Required action
Scan the entries below and say how many lines contain "nodes". Write only the number.

[Dataset entries]
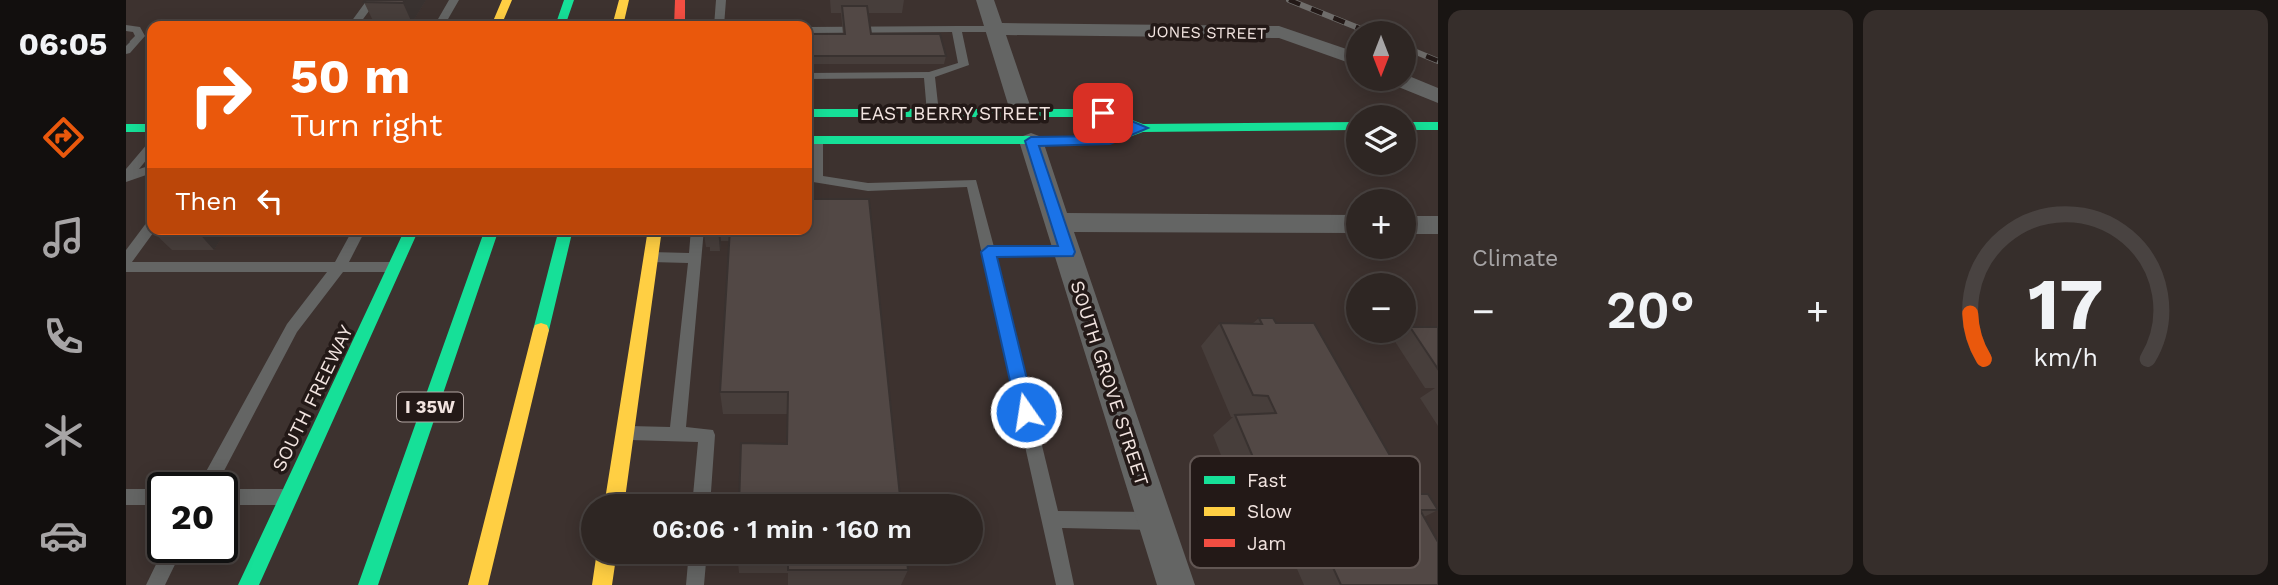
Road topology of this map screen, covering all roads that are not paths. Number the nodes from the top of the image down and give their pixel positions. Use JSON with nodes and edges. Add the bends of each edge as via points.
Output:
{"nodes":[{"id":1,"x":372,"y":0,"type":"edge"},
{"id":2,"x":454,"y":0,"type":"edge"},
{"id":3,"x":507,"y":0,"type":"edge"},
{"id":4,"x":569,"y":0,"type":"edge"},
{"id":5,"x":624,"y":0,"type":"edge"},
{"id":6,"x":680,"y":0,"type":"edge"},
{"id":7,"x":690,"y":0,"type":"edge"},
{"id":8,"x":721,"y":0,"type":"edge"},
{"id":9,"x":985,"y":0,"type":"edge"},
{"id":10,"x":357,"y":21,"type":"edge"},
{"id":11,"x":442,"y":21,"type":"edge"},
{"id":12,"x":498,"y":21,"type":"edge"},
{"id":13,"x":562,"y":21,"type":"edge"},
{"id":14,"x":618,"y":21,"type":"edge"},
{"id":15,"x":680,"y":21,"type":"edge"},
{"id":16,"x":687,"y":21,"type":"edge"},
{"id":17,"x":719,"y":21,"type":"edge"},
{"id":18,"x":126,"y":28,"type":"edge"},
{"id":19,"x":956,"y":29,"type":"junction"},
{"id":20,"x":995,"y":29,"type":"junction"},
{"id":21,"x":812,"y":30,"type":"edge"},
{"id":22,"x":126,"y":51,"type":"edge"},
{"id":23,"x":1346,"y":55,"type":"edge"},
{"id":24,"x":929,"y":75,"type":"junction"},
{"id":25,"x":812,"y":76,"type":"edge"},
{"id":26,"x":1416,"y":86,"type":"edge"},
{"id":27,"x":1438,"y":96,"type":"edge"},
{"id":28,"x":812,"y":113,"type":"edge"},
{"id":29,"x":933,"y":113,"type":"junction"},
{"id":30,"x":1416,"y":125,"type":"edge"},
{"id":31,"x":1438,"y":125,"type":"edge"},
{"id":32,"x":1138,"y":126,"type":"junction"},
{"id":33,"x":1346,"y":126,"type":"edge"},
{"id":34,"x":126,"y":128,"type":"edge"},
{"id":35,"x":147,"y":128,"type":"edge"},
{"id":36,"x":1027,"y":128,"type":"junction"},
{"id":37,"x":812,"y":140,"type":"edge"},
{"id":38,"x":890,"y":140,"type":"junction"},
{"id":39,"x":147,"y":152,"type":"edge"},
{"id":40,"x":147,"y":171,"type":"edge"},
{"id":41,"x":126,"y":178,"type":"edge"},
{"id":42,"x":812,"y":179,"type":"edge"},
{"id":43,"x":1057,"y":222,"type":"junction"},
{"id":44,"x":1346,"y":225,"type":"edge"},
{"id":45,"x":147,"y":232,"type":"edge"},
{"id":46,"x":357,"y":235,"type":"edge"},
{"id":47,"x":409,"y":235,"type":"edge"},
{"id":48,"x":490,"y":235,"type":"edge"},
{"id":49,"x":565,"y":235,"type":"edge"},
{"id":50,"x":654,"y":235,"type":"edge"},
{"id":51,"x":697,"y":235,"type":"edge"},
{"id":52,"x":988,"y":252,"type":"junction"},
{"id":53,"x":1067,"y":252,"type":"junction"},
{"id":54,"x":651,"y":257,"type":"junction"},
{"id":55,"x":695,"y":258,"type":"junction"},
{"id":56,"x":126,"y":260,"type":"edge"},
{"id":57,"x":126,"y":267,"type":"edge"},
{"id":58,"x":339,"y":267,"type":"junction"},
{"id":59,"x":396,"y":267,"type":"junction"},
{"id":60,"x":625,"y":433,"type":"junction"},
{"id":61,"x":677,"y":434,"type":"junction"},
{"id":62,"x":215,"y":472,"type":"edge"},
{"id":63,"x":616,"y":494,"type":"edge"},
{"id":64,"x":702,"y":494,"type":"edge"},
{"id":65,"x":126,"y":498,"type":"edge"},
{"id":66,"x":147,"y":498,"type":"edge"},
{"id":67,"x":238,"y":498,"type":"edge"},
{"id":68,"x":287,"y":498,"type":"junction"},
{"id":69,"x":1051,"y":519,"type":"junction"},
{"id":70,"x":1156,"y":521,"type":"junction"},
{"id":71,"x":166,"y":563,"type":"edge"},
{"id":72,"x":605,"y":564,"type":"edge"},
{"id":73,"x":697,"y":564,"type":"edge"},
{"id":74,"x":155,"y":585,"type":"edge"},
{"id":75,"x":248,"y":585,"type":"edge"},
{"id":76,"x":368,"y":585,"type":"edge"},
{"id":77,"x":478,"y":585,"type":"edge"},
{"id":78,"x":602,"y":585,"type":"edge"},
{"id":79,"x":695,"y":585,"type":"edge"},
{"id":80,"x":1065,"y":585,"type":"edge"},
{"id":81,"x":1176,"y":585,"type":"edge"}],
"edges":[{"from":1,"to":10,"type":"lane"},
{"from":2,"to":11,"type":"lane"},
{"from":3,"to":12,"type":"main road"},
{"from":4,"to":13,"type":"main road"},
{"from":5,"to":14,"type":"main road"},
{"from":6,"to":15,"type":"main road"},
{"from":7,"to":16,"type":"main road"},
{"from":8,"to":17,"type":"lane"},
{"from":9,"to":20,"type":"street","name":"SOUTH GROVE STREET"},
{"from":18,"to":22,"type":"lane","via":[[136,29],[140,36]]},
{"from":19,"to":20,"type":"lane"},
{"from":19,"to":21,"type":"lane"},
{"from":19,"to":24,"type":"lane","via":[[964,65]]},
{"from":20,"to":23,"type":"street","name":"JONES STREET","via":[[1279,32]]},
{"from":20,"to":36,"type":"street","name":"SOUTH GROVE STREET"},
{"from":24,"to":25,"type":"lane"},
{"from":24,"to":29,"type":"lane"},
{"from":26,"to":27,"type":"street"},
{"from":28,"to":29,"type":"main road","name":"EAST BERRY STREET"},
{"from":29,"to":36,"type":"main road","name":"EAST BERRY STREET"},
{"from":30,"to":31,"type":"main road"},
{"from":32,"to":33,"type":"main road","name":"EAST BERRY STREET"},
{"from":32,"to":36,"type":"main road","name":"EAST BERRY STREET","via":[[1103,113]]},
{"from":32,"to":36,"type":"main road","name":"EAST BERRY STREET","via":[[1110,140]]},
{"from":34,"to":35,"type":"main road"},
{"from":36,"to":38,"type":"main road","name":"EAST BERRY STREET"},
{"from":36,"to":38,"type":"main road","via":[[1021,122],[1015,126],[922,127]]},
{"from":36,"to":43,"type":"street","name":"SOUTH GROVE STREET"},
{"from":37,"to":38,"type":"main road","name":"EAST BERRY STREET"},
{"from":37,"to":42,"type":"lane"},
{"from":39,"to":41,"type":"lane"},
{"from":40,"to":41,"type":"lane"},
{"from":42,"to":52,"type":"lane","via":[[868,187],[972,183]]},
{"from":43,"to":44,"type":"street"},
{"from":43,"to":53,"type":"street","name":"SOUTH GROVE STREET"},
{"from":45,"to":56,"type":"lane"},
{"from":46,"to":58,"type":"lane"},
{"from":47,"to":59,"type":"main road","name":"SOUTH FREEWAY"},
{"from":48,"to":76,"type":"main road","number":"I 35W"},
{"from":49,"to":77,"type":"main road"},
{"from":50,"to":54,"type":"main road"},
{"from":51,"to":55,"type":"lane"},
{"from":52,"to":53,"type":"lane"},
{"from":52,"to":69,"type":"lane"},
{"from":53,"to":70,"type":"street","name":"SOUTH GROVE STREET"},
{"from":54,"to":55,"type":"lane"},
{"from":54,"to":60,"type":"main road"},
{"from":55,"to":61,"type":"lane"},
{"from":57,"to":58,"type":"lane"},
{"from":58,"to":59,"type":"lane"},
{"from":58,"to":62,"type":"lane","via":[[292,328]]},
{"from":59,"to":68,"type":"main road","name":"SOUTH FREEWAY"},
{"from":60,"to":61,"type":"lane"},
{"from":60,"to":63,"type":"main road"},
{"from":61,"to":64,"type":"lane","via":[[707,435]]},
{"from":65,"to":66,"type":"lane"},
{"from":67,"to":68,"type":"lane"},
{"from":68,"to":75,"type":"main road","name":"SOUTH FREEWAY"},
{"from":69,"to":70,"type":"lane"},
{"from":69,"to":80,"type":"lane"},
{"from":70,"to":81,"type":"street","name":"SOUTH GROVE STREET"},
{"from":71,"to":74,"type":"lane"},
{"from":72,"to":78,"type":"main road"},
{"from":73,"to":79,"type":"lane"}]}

Solution to this task
2